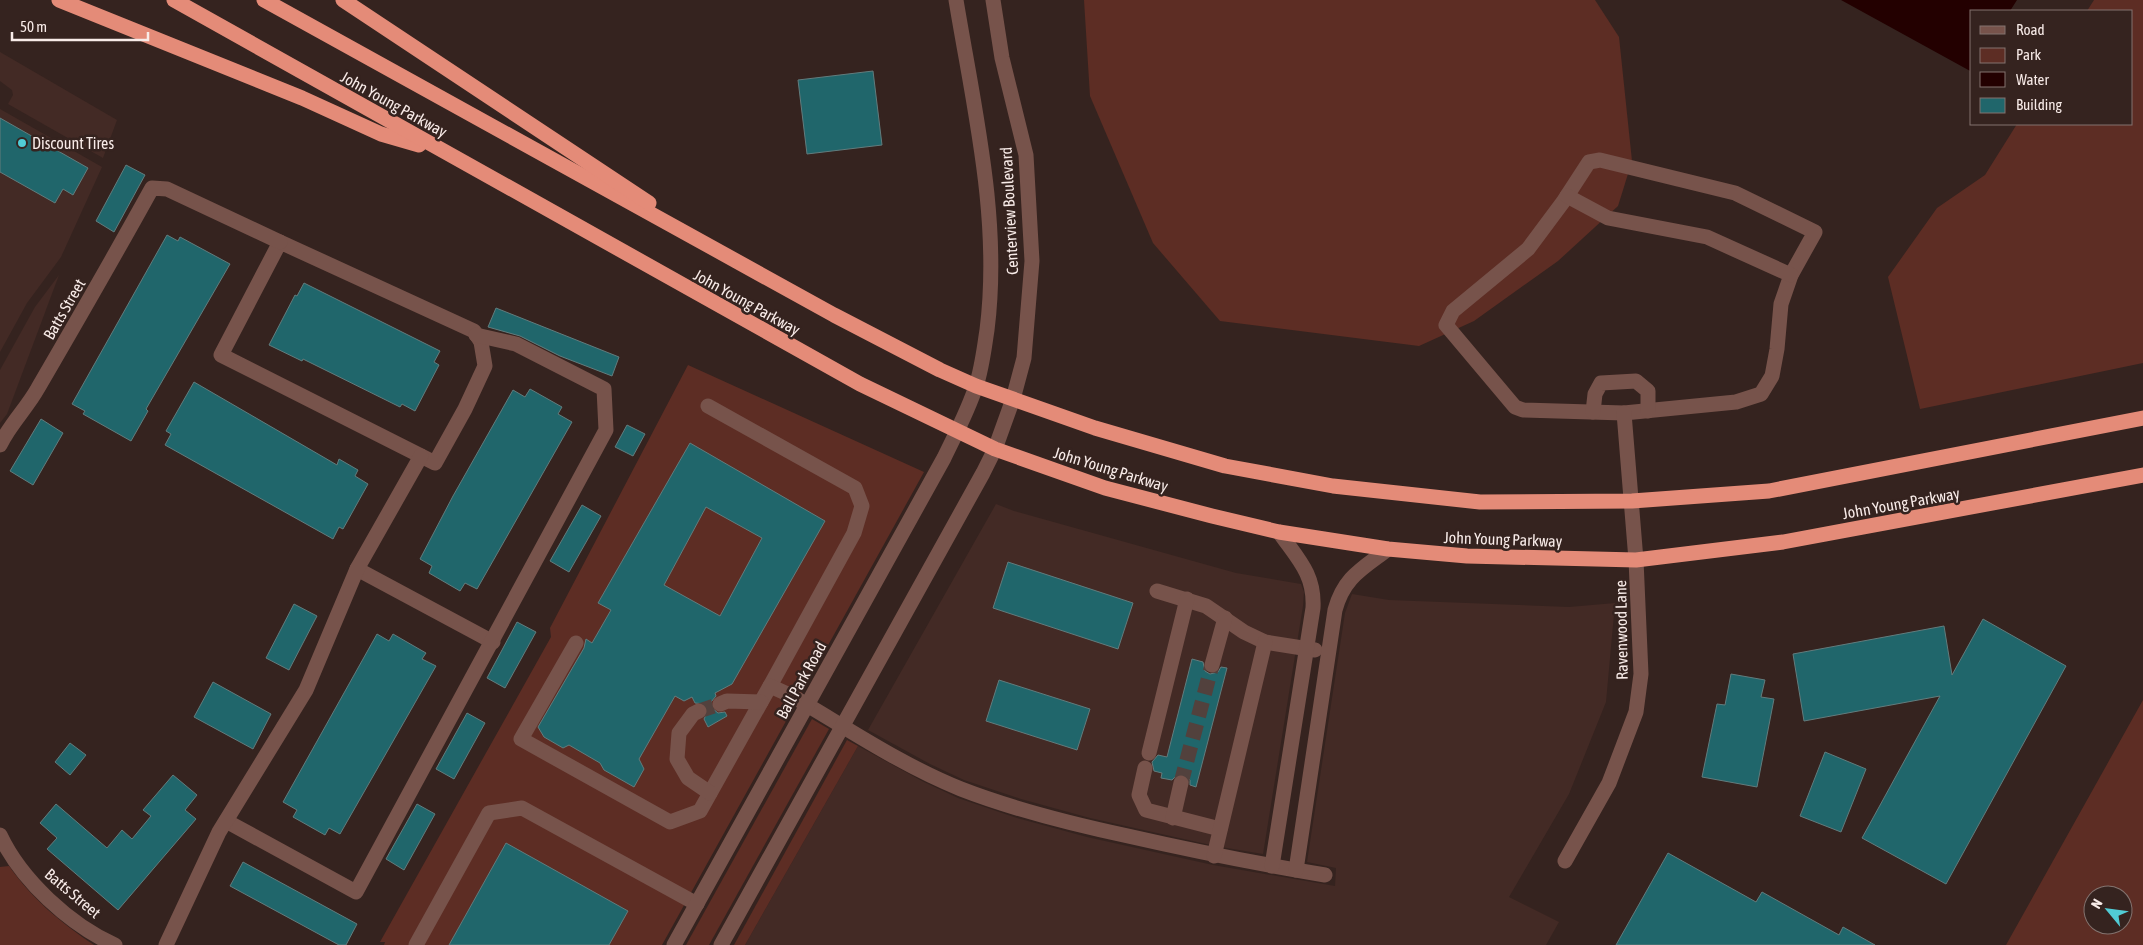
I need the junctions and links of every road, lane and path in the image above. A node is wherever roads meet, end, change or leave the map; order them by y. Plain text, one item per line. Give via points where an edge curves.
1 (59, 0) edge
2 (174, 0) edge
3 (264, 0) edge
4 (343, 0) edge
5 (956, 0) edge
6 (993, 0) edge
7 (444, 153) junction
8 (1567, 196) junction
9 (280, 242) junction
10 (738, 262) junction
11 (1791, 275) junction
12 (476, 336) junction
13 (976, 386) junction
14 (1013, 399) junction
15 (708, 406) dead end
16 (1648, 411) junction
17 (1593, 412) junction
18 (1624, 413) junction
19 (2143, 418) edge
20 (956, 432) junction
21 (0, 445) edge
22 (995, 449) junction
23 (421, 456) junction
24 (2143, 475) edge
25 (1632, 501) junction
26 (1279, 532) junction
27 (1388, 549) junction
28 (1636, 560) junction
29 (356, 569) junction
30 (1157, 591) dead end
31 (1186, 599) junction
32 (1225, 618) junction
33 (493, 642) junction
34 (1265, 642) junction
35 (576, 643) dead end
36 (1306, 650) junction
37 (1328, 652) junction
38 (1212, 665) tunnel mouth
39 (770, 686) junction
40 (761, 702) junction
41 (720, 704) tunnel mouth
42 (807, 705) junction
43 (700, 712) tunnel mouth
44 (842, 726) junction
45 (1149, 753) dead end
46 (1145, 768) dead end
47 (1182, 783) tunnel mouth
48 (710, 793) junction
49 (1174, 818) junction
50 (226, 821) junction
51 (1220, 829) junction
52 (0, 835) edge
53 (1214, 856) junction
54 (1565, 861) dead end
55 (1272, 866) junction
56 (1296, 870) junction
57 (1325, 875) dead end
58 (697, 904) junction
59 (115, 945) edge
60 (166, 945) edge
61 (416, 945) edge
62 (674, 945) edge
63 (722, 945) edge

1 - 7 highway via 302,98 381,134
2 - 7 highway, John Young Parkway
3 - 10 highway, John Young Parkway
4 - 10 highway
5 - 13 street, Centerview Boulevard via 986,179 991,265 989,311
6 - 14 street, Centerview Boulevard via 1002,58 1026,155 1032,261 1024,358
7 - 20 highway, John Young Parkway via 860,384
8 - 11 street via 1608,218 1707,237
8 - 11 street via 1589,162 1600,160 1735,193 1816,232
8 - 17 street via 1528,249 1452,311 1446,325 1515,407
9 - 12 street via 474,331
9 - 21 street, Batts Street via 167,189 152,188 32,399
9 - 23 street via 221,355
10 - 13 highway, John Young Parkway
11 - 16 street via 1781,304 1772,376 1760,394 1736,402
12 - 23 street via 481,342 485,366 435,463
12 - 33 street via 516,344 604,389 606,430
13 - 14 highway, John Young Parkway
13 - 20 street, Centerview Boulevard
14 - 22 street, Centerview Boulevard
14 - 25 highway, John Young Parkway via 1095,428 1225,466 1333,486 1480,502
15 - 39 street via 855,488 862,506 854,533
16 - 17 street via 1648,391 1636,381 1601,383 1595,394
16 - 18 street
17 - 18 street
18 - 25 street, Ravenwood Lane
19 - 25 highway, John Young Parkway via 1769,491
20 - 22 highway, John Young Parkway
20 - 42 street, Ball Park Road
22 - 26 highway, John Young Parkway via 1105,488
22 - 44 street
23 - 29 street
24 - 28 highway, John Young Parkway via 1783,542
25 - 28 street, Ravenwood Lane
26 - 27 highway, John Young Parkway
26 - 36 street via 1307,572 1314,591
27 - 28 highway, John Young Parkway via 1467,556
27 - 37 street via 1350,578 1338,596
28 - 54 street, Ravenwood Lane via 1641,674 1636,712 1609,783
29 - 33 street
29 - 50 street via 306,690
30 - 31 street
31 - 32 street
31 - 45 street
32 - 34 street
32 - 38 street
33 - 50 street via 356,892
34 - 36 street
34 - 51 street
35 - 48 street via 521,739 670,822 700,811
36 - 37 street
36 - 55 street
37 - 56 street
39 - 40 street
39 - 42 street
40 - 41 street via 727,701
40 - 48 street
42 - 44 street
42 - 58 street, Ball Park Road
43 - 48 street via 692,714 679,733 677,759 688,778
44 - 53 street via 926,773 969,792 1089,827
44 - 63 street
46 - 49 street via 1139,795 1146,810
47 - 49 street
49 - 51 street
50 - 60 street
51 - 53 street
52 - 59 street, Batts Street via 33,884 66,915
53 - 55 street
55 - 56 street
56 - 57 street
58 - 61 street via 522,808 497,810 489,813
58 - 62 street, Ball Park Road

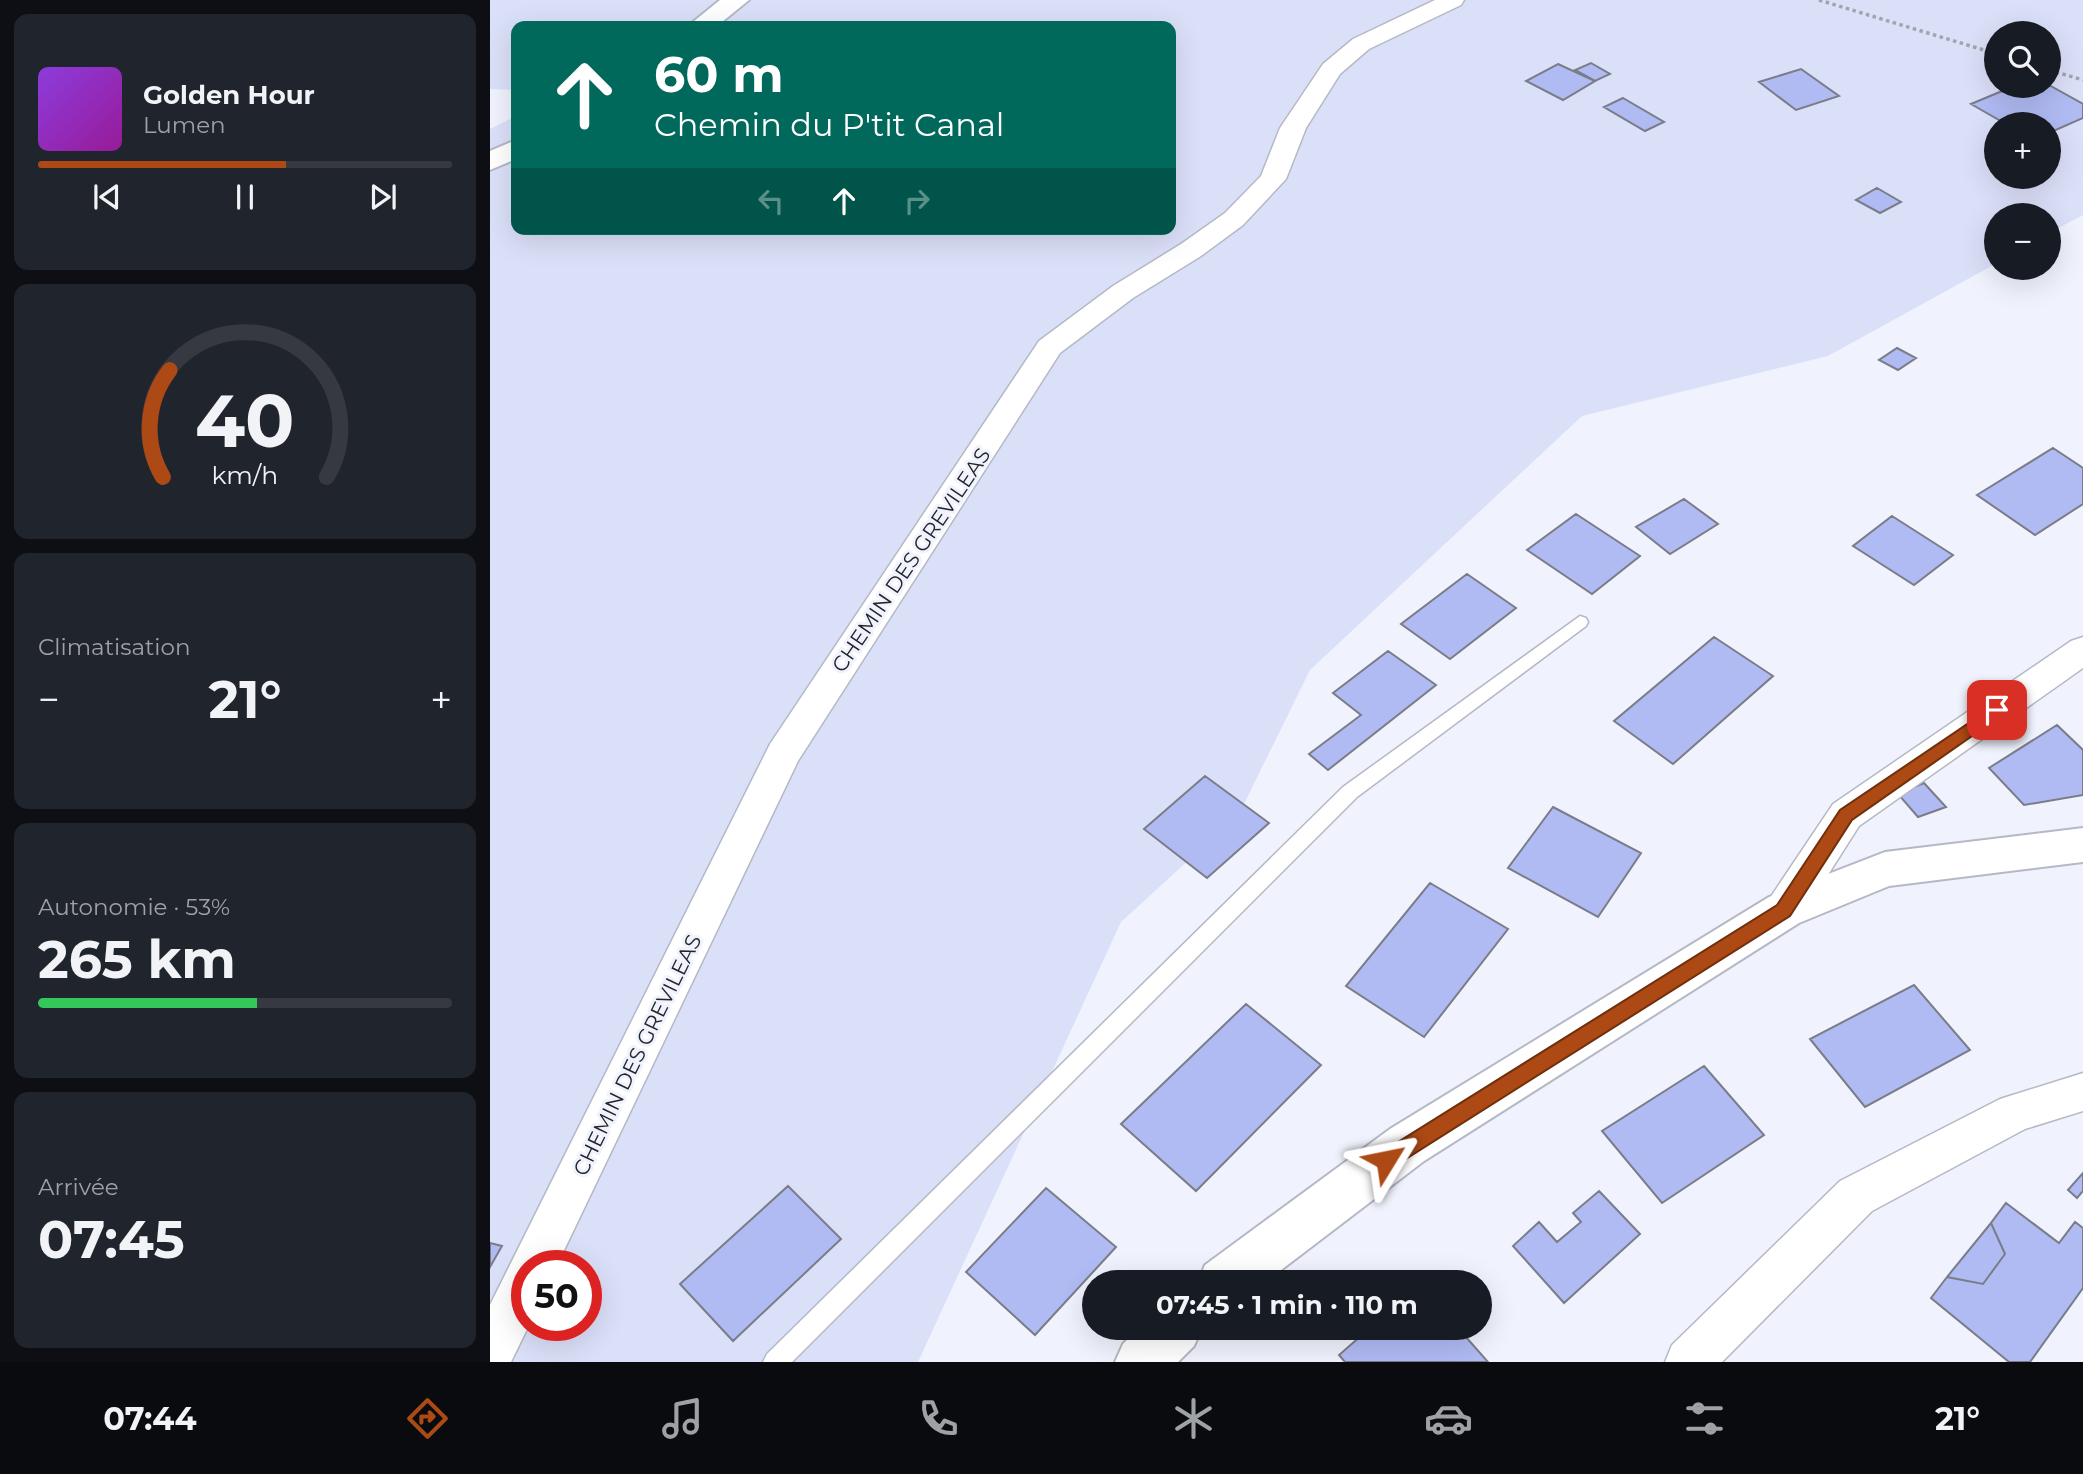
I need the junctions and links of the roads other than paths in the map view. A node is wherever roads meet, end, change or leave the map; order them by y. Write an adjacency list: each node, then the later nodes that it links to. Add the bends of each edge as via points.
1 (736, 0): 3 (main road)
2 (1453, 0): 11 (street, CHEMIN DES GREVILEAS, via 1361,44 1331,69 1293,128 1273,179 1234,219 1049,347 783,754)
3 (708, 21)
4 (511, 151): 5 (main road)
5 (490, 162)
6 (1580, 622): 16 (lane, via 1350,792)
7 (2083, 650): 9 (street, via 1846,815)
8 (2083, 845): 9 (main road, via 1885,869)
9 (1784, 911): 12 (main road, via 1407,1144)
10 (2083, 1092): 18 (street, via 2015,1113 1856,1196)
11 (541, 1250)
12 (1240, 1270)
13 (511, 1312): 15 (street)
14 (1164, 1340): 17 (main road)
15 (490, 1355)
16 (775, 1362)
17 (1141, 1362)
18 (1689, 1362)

Problem to work on >> Print each record as it appears above, dropping every picture from the copy.

Task result >>
I need the junctions and links of every road, lane and path in the image above. A node is wherever roads meet, end, change or leave the map; order them by y. Plain text, one item per line. Give via points where an edge curves.
1 (59, 0) edge
2 (174, 0) edge
3 (264, 0) edge
4 (343, 0) edge
5 (956, 0) edge
6 (993, 0) edge
7 (444, 153) junction
8 (1567, 196) junction
9 (280, 242) junction
10 (738, 262) junction
11 (1791, 275) junction
12 (476, 336) junction
13 (976, 386) junction
14 (1013, 399) junction
15 (708, 406) dead end
16 (1648, 411) junction
17 (1593, 412) junction
18 (1624, 413) junction
19 (2143, 418) edge
20 (956, 432) junction
21 (0, 445) edge
22 (995, 449) junction
23 (421, 456) junction
24 (2143, 475) edge
25 (1632, 501) junction
26 (1279, 532) junction
27 (1388, 549) junction
28 (1636, 560) junction
29 (356, 569) junction
30 (1157, 591) dead end
31 (1186, 599) junction
32 (1225, 618) junction
33 (493, 642) junction
34 (1265, 642) junction
35 (576, 643) dead end
36 (1306, 650) junction
37 (1328, 652) junction
38 (1212, 665) tunnel mouth
39 (770, 686) junction
40 (761, 702) junction
41 (720, 704) tunnel mouth
42 (807, 705) junction
43 (700, 712) tunnel mouth
44 (842, 726) junction
45 (1149, 753) dead end
46 (1145, 768) dead end
47 (1182, 783) tunnel mouth
48 (710, 793) junction
49 (1174, 818) junction
50 (226, 821) junction
51 (1220, 829) junction
52 (0, 835) edge
53 (1214, 856) junction
54 (1565, 861) dead end
55 (1272, 866) junction
56 (1296, 870) junction
57 (1325, 875) dead end
58 (697, 904) junction
59 (115, 945) edge
60 (166, 945) edge
61 (416, 945) edge
62 (674, 945) edge
63 (722, 945) edge

1 - 7 highway via 302,98 381,134
2 - 7 highway, John Young Parkway
3 - 10 highway, John Young Parkway
4 - 10 highway
5 - 13 street, Centerview Boulevard via 986,179 991,265 989,311
6 - 14 street, Centerview Boulevard via 1002,58 1026,155 1032,261 1024,358
7 - 20 highway, John Young Parkway via 860,384
8 - 11 street via 1608,218 1707,237
8 - 11 street via 1589,162 1600,160 1735,193 1816,232
8 - 17 street via 1528,249 1452,311 1446,325 1515,407
9 - 12 street via 474,331
9 - 21 street, Batts Street via 167,189 152,188 32,399
9 - 23 street via 221,355
10 - 13 highway, John Young Parkway
11 - 16 street via 1781,304 1772,376 1760,394 1736,402
12 - 23 street via 481,342 485,366 435,463
12 - 33 street via 516,344 604,389 606,430
13 - 14 highway, John Young Parkway
13 - 20 street, Centerview Boulevard
14 - 22 street, Centerview Boulevard
14 - 25 highway, John Young Parkway via 1095,428 1225,466 1333,486 1480,502
15 - 39 street via 855,488 862,506 854,533
16 - 17 street via 1648,391 1636,381 1601,383 1595,394
16 - 18 street
17 - 18 street
18 - 25 street, Ravenwood Lane
19 - 25 highway, John Young Parkway via 1769,491
20 - 22 highway, John Young Parkway
20 - 42 street, Ball Park Road
22 - 26 highway, John Young Parkway via 1105,488
22 - 44 street
23 - 29 street
24 - 28 highway, John Young Parkway via 1783,542
25 - 28 street, Ravenwood Lane
26 - 27 highway, John Young Parkway
26 - 36 street via 1307,572 1314,591
27 - 28 highway, John Young Parkway via 1467,556
27 - 37 street via 1350,578 1338,596
28 - 54 street, Ravenwood Lane via 1641,674 1636,712 1609,783
29 - 33 street
29 - 50 street via 306,690
30 - 31 street
31 - 32 street
31 - 45 street
32 - 34 street
32 - 38 street
33 - 50 street via 356,892
34 - 36 street
34 - 51 street
35 - 48 street via 521,739 670,822 700,811
36 - 37 street
36 - 55 street
37 - 56 street
39 - 40 street
39 - 42 street
40 - 41 street via 727,701
40 - 48 street
42 - 44 street
42 - 58 street, Ball Park Road
43 - 48 street via 692,714 679,733 677,759 688,778
44 - 53 street via 926,773 969,792 1089,827
44 - 63 street
46 - 49 street via 1139,795 1146,810
47 - 49 street
49 - 51 street
50 - 60 street
51 - 53 street
52 - 59 street, Batts Street via 33,884 66,915
53 - 55 street
55 - 56 street
56 - 57 street
58 - 61 street via 522,808 497,810 489,813
58 - 62 street, Ball Park Road

I need the junctions and links of the roads other than paths in the map view. A node is wherever roads meet, end, change or leave the map; order them by y. Write an adjacency list: each node, then the later nodes that it links to. Add the bends of each edge as via points.
1 (736, 0): 3 (main road)
2 (1453, 0): 11 (street, CHEMIN DES GREVILEAS, via 1361,44 1331,69 1293,128 1273,179 1234,219 1049,347 783,754)
3 (708, 21)
4 (511, 151): 5 (main road)
5 (490, 162)
6 (1580, 622): 16 (lane, via 1350,792)
7 (2083, 650): 9 (street, via 1846,815)
8 (2083, 845): 9 (main road, via 1885,869)
9 (1784, 911): 12 (main road, via 1407,1144)
10 (2083, 1092): 18 (street, via 2015,1113 1856,1196)
11 (541, 1250)
12 (1240, 1270)
13 (511, 1312): 15 (street)
14 (1164, 1340): 17 (main road)
15 (490, 1355)
16 (775, 1362)
17 (1141, 1362)
18 (1689, 1362)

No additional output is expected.